WHAT IS REQUIRED =
The full set of entries should be repeated without a single change.

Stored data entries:
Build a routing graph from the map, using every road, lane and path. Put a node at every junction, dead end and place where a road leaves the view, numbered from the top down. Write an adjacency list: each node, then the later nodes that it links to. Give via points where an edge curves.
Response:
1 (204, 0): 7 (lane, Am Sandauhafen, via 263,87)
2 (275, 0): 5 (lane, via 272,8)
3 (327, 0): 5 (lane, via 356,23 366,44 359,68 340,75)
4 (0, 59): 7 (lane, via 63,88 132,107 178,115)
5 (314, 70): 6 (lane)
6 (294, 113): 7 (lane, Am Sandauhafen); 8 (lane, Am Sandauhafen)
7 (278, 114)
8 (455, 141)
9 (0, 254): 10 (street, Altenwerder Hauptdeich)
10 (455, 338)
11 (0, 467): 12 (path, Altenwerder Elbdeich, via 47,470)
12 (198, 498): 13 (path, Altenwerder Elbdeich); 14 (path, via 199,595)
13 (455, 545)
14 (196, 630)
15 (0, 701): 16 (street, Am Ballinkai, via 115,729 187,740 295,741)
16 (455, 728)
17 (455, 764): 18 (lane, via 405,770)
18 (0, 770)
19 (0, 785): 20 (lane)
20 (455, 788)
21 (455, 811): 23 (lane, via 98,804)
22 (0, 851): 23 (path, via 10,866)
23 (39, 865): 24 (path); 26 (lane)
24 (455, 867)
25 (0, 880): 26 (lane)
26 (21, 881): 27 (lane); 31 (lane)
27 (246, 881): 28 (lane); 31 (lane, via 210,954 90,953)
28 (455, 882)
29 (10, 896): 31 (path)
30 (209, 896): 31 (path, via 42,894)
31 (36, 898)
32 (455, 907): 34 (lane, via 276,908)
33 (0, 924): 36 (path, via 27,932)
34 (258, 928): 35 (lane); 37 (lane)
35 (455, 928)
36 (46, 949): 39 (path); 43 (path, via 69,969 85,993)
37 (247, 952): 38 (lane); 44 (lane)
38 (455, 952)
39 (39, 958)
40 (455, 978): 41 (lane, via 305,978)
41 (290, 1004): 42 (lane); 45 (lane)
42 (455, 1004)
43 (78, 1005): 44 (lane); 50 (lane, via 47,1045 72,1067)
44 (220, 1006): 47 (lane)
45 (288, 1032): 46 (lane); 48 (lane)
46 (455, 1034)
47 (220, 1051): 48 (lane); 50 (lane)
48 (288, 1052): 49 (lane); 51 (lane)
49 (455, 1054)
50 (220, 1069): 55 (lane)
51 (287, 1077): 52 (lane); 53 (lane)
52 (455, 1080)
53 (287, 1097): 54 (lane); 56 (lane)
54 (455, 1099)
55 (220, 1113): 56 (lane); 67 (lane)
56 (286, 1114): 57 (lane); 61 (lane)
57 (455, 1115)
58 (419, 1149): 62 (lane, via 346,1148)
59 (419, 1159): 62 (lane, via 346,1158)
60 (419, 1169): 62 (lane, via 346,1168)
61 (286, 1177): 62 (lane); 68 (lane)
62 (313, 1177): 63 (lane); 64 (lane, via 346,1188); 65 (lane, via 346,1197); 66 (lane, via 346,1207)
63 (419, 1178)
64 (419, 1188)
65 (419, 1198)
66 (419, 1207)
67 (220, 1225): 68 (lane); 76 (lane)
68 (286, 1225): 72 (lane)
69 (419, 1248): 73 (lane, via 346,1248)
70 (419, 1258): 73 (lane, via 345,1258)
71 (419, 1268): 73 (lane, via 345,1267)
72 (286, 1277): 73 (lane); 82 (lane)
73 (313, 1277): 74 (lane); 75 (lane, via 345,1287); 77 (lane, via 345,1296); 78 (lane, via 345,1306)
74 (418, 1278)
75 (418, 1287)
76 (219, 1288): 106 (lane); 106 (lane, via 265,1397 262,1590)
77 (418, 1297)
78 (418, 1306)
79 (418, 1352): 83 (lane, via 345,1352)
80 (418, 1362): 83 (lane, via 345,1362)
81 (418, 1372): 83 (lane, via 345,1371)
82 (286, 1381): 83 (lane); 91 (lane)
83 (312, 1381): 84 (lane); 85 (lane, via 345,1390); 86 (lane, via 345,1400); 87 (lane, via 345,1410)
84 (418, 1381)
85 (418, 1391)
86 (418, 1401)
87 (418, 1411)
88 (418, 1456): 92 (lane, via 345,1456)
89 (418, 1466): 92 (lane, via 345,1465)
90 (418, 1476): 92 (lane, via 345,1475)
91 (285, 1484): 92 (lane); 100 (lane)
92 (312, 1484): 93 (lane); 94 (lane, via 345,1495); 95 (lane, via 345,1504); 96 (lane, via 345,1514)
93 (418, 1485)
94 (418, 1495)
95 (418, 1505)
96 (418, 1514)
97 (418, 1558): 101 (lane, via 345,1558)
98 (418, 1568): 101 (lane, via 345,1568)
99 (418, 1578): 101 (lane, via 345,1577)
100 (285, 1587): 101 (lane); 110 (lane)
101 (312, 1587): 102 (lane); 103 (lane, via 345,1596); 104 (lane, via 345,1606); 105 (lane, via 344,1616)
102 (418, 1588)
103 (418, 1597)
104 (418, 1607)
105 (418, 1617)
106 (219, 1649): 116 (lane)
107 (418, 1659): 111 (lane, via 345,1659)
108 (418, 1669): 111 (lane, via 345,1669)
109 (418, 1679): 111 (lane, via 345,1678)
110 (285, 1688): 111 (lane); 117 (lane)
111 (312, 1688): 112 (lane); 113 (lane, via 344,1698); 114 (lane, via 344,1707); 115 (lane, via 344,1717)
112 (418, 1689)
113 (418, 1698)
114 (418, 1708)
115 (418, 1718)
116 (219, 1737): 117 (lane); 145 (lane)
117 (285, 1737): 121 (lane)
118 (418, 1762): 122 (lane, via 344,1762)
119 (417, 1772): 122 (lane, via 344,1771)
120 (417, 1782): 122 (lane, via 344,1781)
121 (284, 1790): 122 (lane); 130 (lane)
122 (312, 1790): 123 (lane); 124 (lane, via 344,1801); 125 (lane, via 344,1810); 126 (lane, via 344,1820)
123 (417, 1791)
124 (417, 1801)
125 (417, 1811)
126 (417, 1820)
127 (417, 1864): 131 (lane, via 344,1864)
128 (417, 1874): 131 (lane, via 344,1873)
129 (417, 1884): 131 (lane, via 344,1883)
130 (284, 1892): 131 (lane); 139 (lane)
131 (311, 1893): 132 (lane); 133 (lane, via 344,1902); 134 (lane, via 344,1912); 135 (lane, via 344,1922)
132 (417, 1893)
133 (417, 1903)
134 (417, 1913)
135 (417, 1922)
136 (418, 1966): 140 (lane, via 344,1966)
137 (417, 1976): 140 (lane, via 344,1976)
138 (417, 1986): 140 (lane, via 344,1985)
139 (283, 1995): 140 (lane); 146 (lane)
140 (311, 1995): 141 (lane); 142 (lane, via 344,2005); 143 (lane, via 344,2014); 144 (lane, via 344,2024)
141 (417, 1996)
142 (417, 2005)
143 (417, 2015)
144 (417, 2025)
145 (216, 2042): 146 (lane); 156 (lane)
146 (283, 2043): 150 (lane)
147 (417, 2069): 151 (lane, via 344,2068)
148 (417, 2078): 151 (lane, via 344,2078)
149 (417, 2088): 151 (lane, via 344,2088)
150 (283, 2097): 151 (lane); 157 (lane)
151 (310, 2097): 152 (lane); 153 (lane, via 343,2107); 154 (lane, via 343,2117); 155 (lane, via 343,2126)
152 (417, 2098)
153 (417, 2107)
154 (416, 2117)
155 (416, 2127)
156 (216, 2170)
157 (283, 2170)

EXERCISE OUTPUT =
Build a routing graph from the map, using every road, lane and path. Put a node at every junction, dead end and place where a road leaves the view, numbered from the top down. Write an adjacency list: each node, then the later nodes that it links to. Give via points where an edge curves.
Response:
1 (204, 0): 7 (lane, Am Sandauhafen, via 263,87)
2 (275, 0): 5 (lane, via 272,8)
3 (327, 0): 5 (lane, via 356,23 366,44 359,68 340,75)
4 (0, 59): 7 (lane, via 63,88 132,107 178,115)
5 (314, 70): 6 (lane)
6 (294, 113): 7 (lane, Am Sandauhafen); 8 (lane, Am Sandauhafen)
7 (278, 114)
8 (455, 141)
9 (0, 254): 10 (street, Altenwerder Hauptdeich)
10 (455, 338)
11 (0, 467): 12 (path, Altenwerder Elbdeich, via 47,470)
12 (198, 498): 13 (path, Altenwerder Elbdeich); 14 (path, via 199,595)
13 (455, 545)
14 (196, 630)
15 (0, 701): 16 (street, Am Ballinkai, via 115,729 187,740 295,741)
16 (455, 728)
17 (455, 764): 18 (lane, via 405,770)
18 (0, 770)
19 (0, 785): 20 (lane)
20 (455, 788)
21 (455, 811): 23 (lane, via 98,804)
22 (0, 851): 23 (path, via 10,866)
23 (39, 865): 24 (path); 26 (lane)
24 (455, 867)
25 (0, 880): 26 (lane)
26 (21, 881): 27 (lane); 31 (lane)
27 (246, 881): 28 (lane); 31 (lane, via 210,954 90,953)
28 (455, 882)
29 (10, 896): 31 (path)
30 (209, 896): 31 (path, via 42,894)
31 (36, 898)
32 (455, 907): 34 (lane, via 276,908)
33 (0, 924): 36 (path, via 27,932)
34 (258, 928): 35 (lane); 37 (lane)
35 (455, 928)
36 (46, 949): 39 (path); 43 (path, via 69,969 85,993)
37 (247, 952): 38 (lane); 44 (lane)
38 (455, 952)
39 (39, 958)
40 (455, 978): 41 (lane, via 305,978)
41 (290, 1004): 42 (lane); 45 (lane)
42 (455, 1004)
43 (78, 1005): 44 (lane); 50 (lane, via 47,1045 72,1067)
44 (220, 1006): 47 (lane)
45 (288, 1032): 46 (lane); 48 (lane)
46 (455, 1034)
47 (220, 1051): 48 (lane); 50 (lane)
48 (288, 1052): 49 (lane); 51 (lane)
49 (455, 1054)
50 (220, 1069): 55 (lane)
51 (287, 1077): 52 (lane); 53 (lane)
52 (455, 1080)
53 (287, 1097): 54 (lane); 56 (lane)
54 (455, 1099)
55 (220, 1113): 56 (lane); 67 (lane)
56 (286, 1114): 57 (lane); 61 (lane)
57 (455, 1115)
58 (419, 1149): 62 (lane, via 346,1148)
59 (419, 1159): 62 (lane, via 346,1158)
60 (419, 1169): 62 (lane, via 346,1168)
61 (286, 1177): 62 (lane); 68 (lane)
62 (313, 1177): 63 (lane); 64 (lane, via 346,1188); 65 (lane, via 346,1197); 66 (lane, via 346,1207)
63 (419, 1178)
64 (419, 1188)
65 (419, 1198)
66 (419, 1207)
67 (220, 1225): 68 (lane); 76 (lane)
68 (286, 1225): 72 (lane)
69 (419, 1248): 73 (lane, via 346,1248)
70 (419, 1258): 73 (lane, via 345,1258)
71 (419, 1268): 73 (lane, via 345,1267)
72 (286, 1277): 73 (lane); 82 (lane)
73 (313, 1277): 74 (lane); 75 (lane, via 345,1287); 77 (lane, via 345,1296); 78 (lane, via 345,1306)
74 (418, 1278)
75 (418, 1287)
76 (219, 1288): 106 (lane); 106 (lane, via 265,1397 262,1590)
77 (418, 1297)
78 (418, 1306)
79 (418, 1352): 83 (lane, via 345,1352)
80 (418, 1362): 83 (lane, via 345,1362)
81 (418, 1372): 83 (lane, via 345,1371)
82 (286, 1381): 83 (lane); 91 (lane)
83 (312, 1381): 84 (lane); 85 (lane, via 345,1390); 86 (lane, via 345,1400); 87 (lane, via 345,1410)
84 (418, 1381)
85 (418, 1391)
86 (418, 1401)
87 (418, 1411)
88 (418, 1456): 92 (lane, via 345,1456)
89 (418, 1466): 92 (lane, via 345,1465)
90 (418, 1476): 92 (lane, via 345,1475)
91 (285, 1484): 92 (lane); 100 (lane)
92 (312, 1484): 93 (lane); 94 (lane, via 345,1495); 95 (lane, via 345,1504); 96 (lane, via 345,1514)
93 (418, 1485)
94 (418, 1495)
95 (418, 1505)
96 (418, 1514)
97 (418, 1558): 101 (lane, via 345,1558)
98 (418, 1568): 101 (lane, via 345,1568)
99 (418, 1578): 101 (lane, via 345,1577)
100 (285, 1587): 101 (lane); 110 (lane)
101 (312, 1587): 102 (lane); 103 (lane, via 345,1596); 104 (lane, via 345,1606); 105 (lane, via 344,1616)
102 (418, 1588)
103 (418, 1597)
104 (418, 1607)
105 (418, 1617)
106 (219, 1649): 116 (lane)
107 (418, 1659): 111 (lane, via 345,1659)
108 (418, 1669): 111 (lane, via 345,1669)
109 (418, 1679): 111 (lane, via 345,1678)
110 (285, 1688): 111 (lane); 117 (lane)
111 (312, 1688): 112 (lane); 113 (lane, via 344,1698); 114 (lane, via 344,1707); 115 (lane, via 344,1717)
112 (418, 1689)
113 (418, 1698)
114 (418, 1708)
115 (418, 1718)
116 (219, 1737): 117 (lane); 145 (lane)
117 (285, 1737): 121 (lane)
118 (418, 1762): 122 (lane, via 344,1762)
119 (417, 1772): 122 (lane, via 344,1771)
120 (417, 1782): 122 (lane, via 344,1781)
121 (284, 1790): 122 (lane); 130 (lane)
122 (312, 1790): 123 (lane); 124 (lane, via 344,1801); 125 (lane, via 344,1810); 126 (lane, via 344,1820)
123 (417, 1791)
124 (417, 1801)
125 (417, 1811)
126 (417, 1820)
127 (417, 1864): 131 (lane, via 344,1864)
128 (417, 1874): 131 (lane, via 344,1873)
129 (417, 1884): 131 (lane, via 344,1883)
130 (284, 1892): 131 (lane); 139 (lane)
131 (311, 1893): 132 (lane); 133 (lane, via 344,1902); 134 (lane, via 344,1912); 135 (lane, via 344,1922)
132 (417, 1893)
133 (417, 1903)
134 (417, 1913)
135 (417, 1922)
136 (418, 1966): 140 (lane, via 344,1966)
137 (417, 1976): 140 (lane, via 344,1976)
138 (417, 1986): 140 (lane, via 344,1985)
139 (283, 1995): 140 (lane); 146 (lane)
140 (311, 1995): 141 (lane); 142 (lane, via 344,2005); 143 (lane, via 344,2014); 144 (lane, via 344,2024)
141 (417, 1996)
142 (417, 2005)
143 (417, 2015)
144 (417, 2025)
145 (216, 2042): 146 (lane); 156 (lane)
146 (283, 2043): 150 (lane)
147 (417, 2069): 151 (lane, via 344,2068)
148 (417, 2078): 151 (lane, via 344,2078)
149 (417, 2088): 151 (lane, via 344,2088)
150 (283, 2097): 151 (lane); 157 (lane)
151 (310, 2097): 152 (lane); 153 (lane, via 343,2107); 154 (lane, via 343,2117); 155 (lane, via 343,2126)
152 (417, 2098)
153 (417, 2107)
154 (416, 2117)
155 (416, 2127)
156 (216, 2170)
157 (283, 2170)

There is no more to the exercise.